Europee: Diliberto propone, noi insieme al Prc.

La proposta di nuova legge elettorale per le europee è un «abominio». Uno «scandalo europee». Le liste bloccate sono «uno scippo» ai danni dei cittadini. Ma comunque il segretario del Pdci Oliviero Diliberto non si mostra preoccupato dal rischio di non superare la soglia di sbarramento, fissata nel testo base adottato dalla commissione affari costituzionali della camera al 5 per cento: «Non credo sia un deterrente per noi. Sono convinto che faremo una lista con Rifondazione comunista e che ci sia lo spazio per superare ampiamente la soglia. Io farei la lista comune anche se non ci fosse lo sbarramento». E a via del Policlinico suona l’allarme: i vendoliani di Rifondazione comunista entrano in agitazione ed è l’ex capogruppo alla camera Gennaro Migliore a chiedere la smentita alla segreteria del partito: «Non so su quali basi il segretario del Pdci fondi la sua affermazione», ma Rifondazione per la Sinistra «esclude qualsiasi possibilità di unità dei comunisti per le prossime elezioni europee». Il segretario del Prc, Paolo Ferrero, al momento invece non esclude la possibilità di una lista col Pdci, perché non vuole parlare ora di alleanze: se passerà la legge, si discuterà «di come andare alle europee, ma oggi è il tempo di fare una lotta tutti insieme per bloccare questa legge che è un vero e proprio colpo di stato».
Dalla segreteria si leva però, meno pacata, anche la voce di Claudio Grassi. Smentita? Giammai. «Le dichiarazioni di Diliberto rappresentano il suo partito, non vedo perché dovremmo smentirle noi». Ma comunque, «non capisco il diktat. Forse è nobile costruire un nuovo soggetto della sinistra con Mussi e Occhetto, quelli che hanno liquidato il Pci? E Migliore non ha tenacemente sponsorizzato la Sinistra arcobaleno dove c’erano a pieno titolo anche i Comunisti italiani? Va bene la polemica, ma forse qualche volta prima di farla è meglio contare fino a 10». All’attacco di Migliore anche il Pdci, con Alessandro Pignatiello: «Dopo aver contribuito a distruggere la sinistra con la sciagurata operazione dell’Arcobaleno, ora Migliore vuole distruggere anche i comunisti? Ma con la legge elettorale che verrà approvata, dove vuole andare Migliore?».
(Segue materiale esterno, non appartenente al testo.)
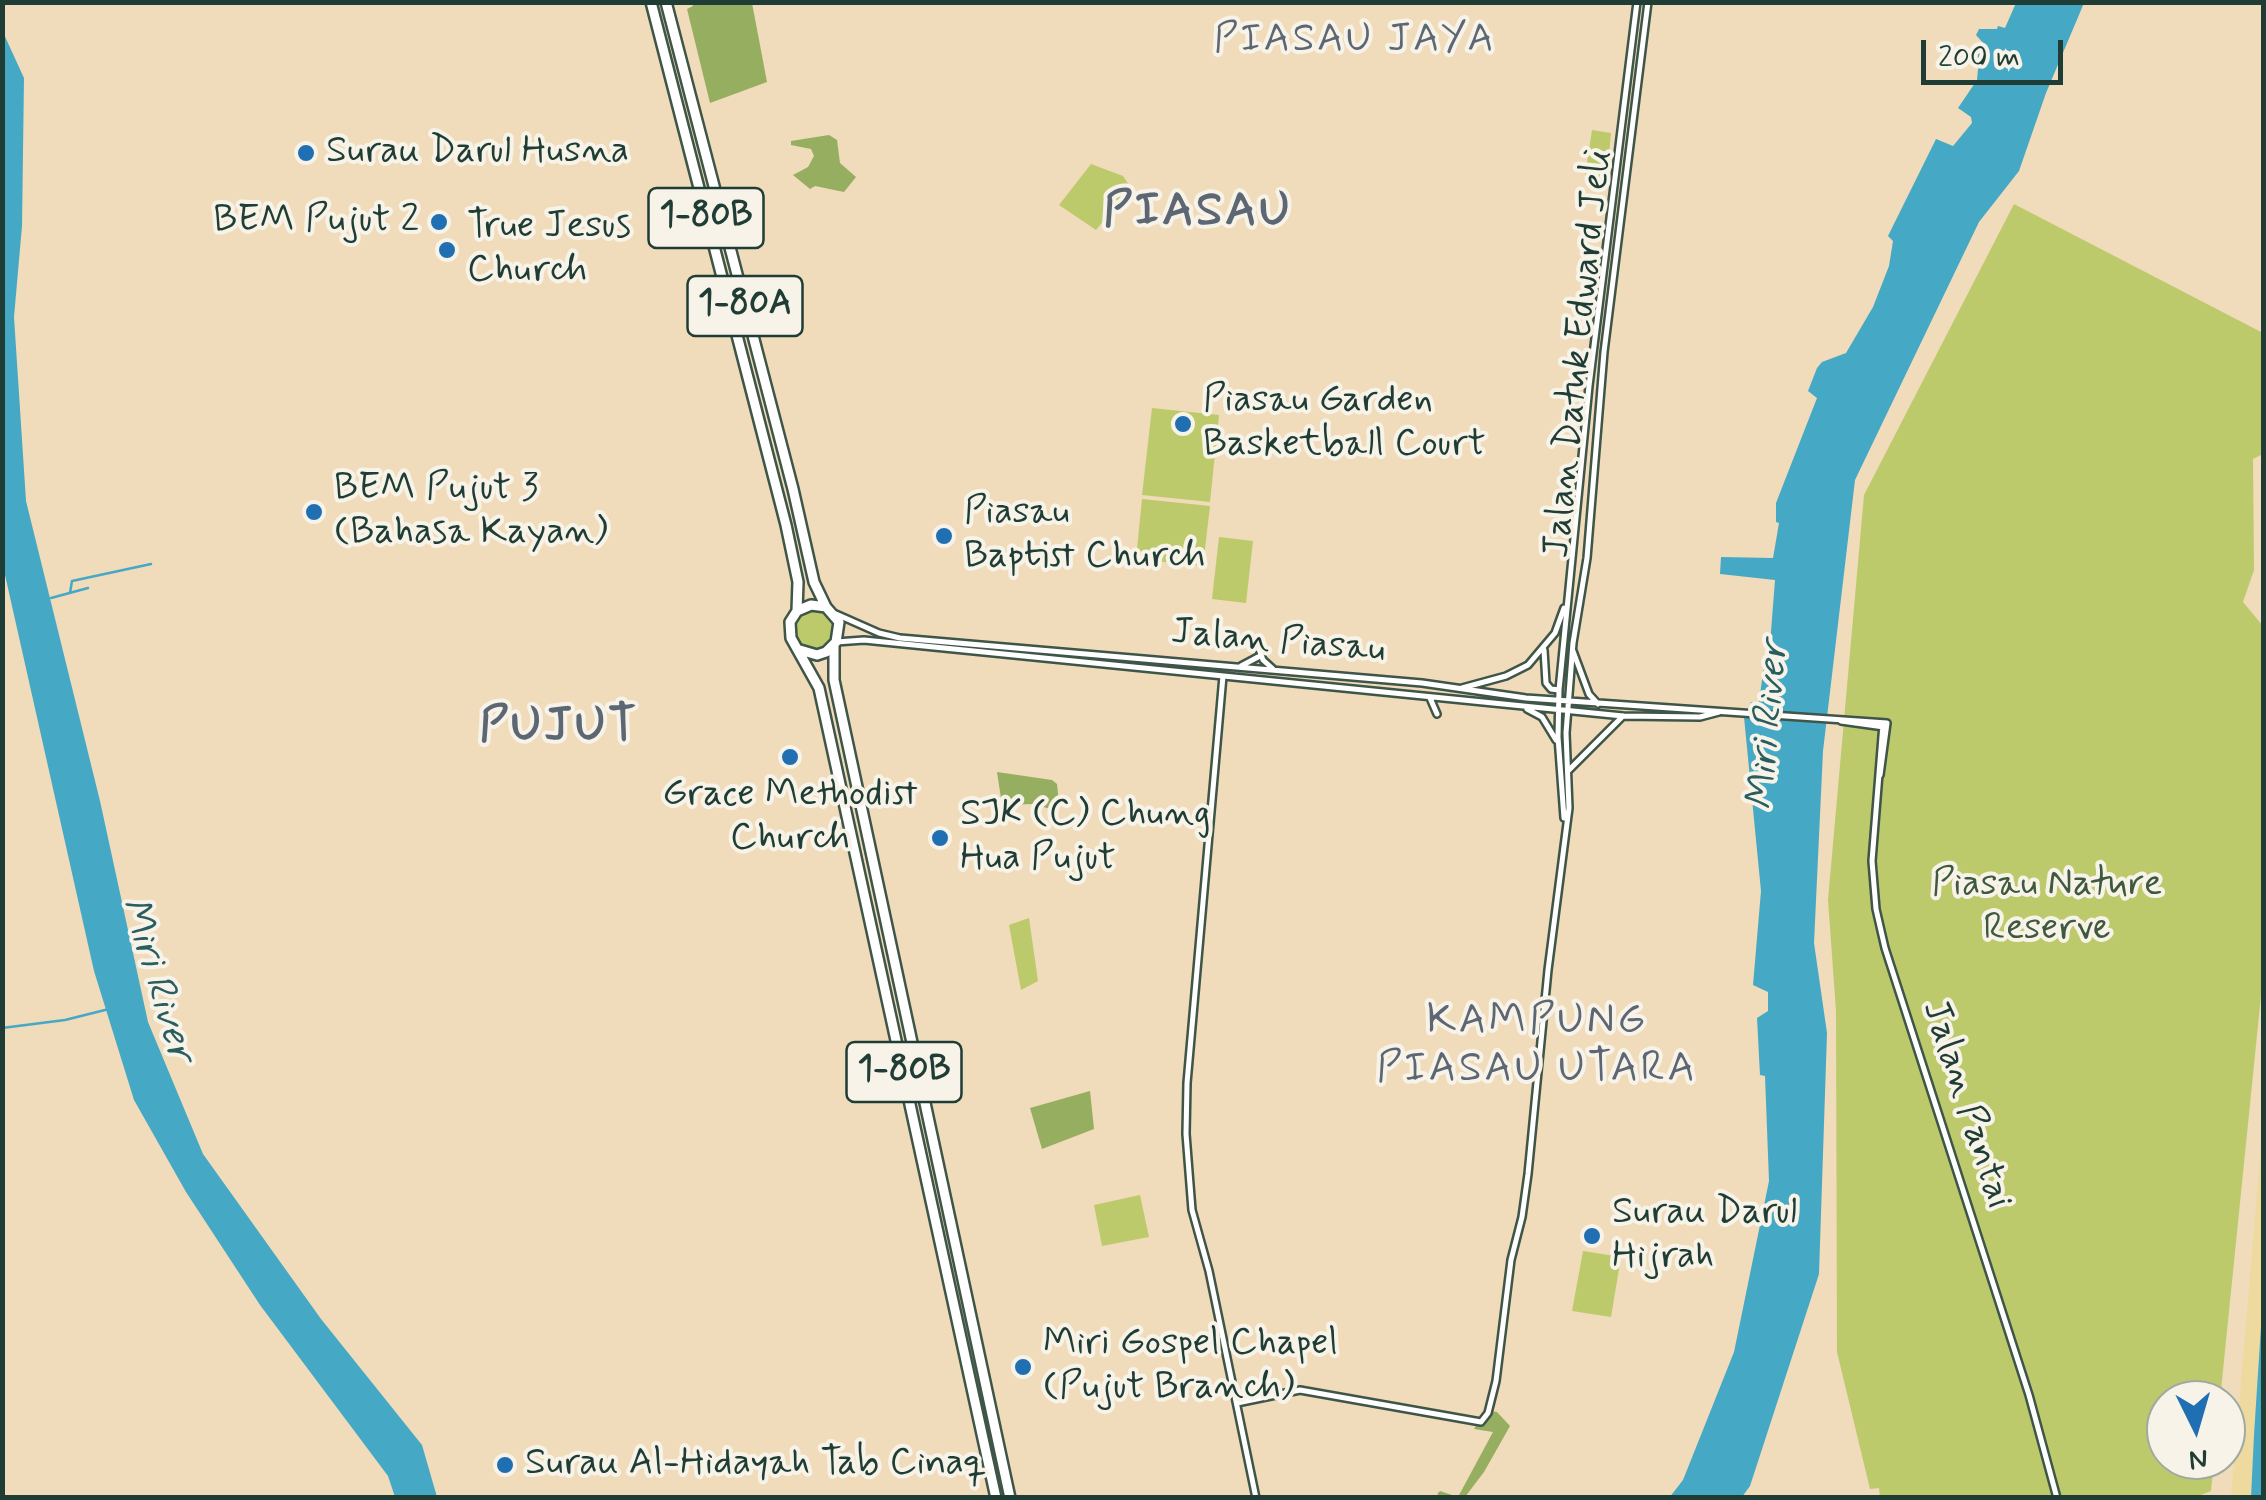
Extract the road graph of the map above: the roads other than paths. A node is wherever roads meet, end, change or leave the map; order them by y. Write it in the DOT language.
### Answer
graph roads {
  1 [pos="650,2"];
  2 [pos="666,2"];
  3 [pos="1637,2"];
  4 [pos="1648,2"];
  5 [pos="1592,492"];
  6 [pos="1578,507"];
  7 [pos="1567,599"];
  8 [pos="830,610"];
  9 [pos="797,611"];
  10 [pos="835,644"];
  11 [pos="1544,648"];
  12 [pos="1572,648"];
  13 [pos="800,650"];
  14 [pos="1081,658"];
  15 [pos="1216,666"];
  16 [pos="1238,668"];
  17 [pos="1257,669"];
  18 [pos="1276,671"];
  19 [pos="1211,674"];
  20 [pos="1223,676"];
  21 [pos="1241,677"];
  22 [pos="1264,679"];
  23 [pos="1422,683"];
  24 [pos="1459,689"];
  25 [pos="1558,690"];
  26 [pos="1221,691"];
  27 [pos="1569,691"];
  28 [pos="1388,692"];
  29 [pos="1428,696"];
  30 [pos="1455,700"];
  31 [pos="1558,701"];
  32 [pos="1568,702"];
  33 [pos="1598,704"];
  34 [pos="1524,707"];
  35 [pos="1557,710"];
  36 [pos="1567,711"];
  37 [pos="1726,711"];
  38 [pos="1623,716"];
  39 [pos="1884,723"];
  40 [pos="1869,724"];
  41 [pos="1881,741"];
  42 [pos="1559,748"];
  43 [pos="1568,772"];
  44 [pos="1880,775"];
  45 [pos="1565,821"];
  46 [pos="1237,1404"];
  47 [pos="996,1498"];
  48 [pos="1010,1498"];
  49 [pos="1256,1498"];
  50 [pos="2057,1498"];
  1 -- 9 [label="highway, 1-80B"];
  2 -- 8 [label="highway, 1-80A"];
  3 -- 6 [label="street, Jalan Datuk Edward Jeli"];
  4 -- 5 [label="street, Jalan Datuk Edward Jeli"];
  5 -- 6 [label="street"];
  5 -- 12 [label="street, Jalan Datuk Edward Jeli"];
  6 -- 7 [label="street, Jalan Datuk Edward Jeli"];
  7 -- 11 [label="street"];
  7 -- 25 [label="street, Jalan Datuk Edward Jeli"];
  8 -- 9 [label="highway"];
  8 -- 10 [label="highway"];
  8 -- 14 [label="street, Jalan Piasau"];
  9 -- 13 [label="highway"];
  10 -- 13 [label="highway"];
  10 -- 14 [label="street, Jalan Piasau"];
  10 -- 48 [label="highway"];
  11 -- 24 [label="street"];
  11 -- 25 [label="street"];
  12 -- 27 [label="street, Jalan Datuk Edward Jeli"];
  12 -- 33 [label="street"];
  13 -- 47 [label="highway, 1-80B"];
  14 -- 15 [label="street, Jalan Piasau"];
  14 -- 19 [label="street, Jalan Piasau"];
  15 -- 16 [label="street, Jalan Piasau"];
  15 -- 20 [label="street"];
  16 -- 17 [label="street, Jalan Piasau"];
  16 -- 18 [label="street"];
  17 -- 18 [label="street, Jalan Piasau"];
  17 -- 22 [label="street"];
  18 -- 23 [label="street, Jalan Piasau"];
  19 -- 20 [label="street, Jalan Piasau"];
  19 -- 26 [label="street"];
  20 -- 21 [label="street, Jalan Piasau"];
  20 -- 26 [label="street"];
  21 -- 22 [label="street, Jalan Piasau"];
  21 -- 26 [label="street"];
  22 -- 28 [label="street, Jalan Piasau"];
  23 -- 24 [label="street, Jalan Piasau"];
  23 -- 28 [label="street"];
  24 -- 31 [label="street, Jalan Piasau"];
  25 -- 27 [label="street"];
  25 -- 31 [label="street, Jalan Datuk Edward Jeli"];
  26 -- 46 [label="street"];
  27 -- 32 [label="street, Jalan Datuk Edward Jeli"];
  28 -- 29 [label="street, Jalan Piasau"];
  29 -- 30 [label="street, Jalan Piasau"];
  29 -- 30 [label="street"];
  30 -- 34 [label="street"];
  31 -- 32 [label="street, Jalan Piasau"];
  31 -- 35 [label="street, Jalan Datuk Edward Jeli"];
  32 -- 33 [label="street, Jalan Piasau"];
  32 -- 36 [label="street, Jalan Datuk Edward Jeli"];
  33 -- 37 [label="street, Jalan Piasau"];
  34 -- 35 [label="street"];
  34 -- 42 [label="street"];
  35 -- 36 [label="street"];
  35 -- 42 [label="street, Jalan Datuk Edward Jeli"];
  36 -- 38 [label="street"];
  36 -- 43 [label="street, Jalan Datuk Edward Jeli"];
  37 -- 38 [label="street"];
  37 -- 40 [label="street"];
  38 -- 43 [label="street"];
  39 -- 40 [label="street"];
  39 -- 40 [label="street"];
  39 -- 41 [label="street, Jalan Pantai"];
  39 -- 44 [label="street"];
  40 -- 41 [label="street"];
  41 -- 44 [label="street, Jalan Pantai"];
  42 -- 45 [label="street, Jalan Datuk Edward Jeli"];
  43 -- 45 [label="street, Jalan Datuk Edward Jeli"];
  44 -- 50 [label="street, Jalan Pantai"];
  45 -- 46 [label="street"];
  46 -- 49 [label="street"];
}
Ma insomma, la smentita richiesta non arriva. Anche perchè l’ipotesi di intesa con il Pdci è effettivamente in campo. Se dalla parte di Rifondazione si immagina però che il partito, come da mandato congressuale, si presenterà col suo simbolo candidando esponenti dei comunisti italiani, dal Pdci rimandano al momento opportuno le trattative su come presentarsi, ribadendo che comunque l’accordo si dovrà fare, perché la legge lo imporrà. E i vendoliani a quel punto dovranno prendere una decisione. Per il momento, se il Pd sta attirando nelle sue liste Verdi e socialisti, resiste la Sinistra democratica di Claudio Fava che punta a andare comunque con una lista per trattare col Pd sulle prossime politiche.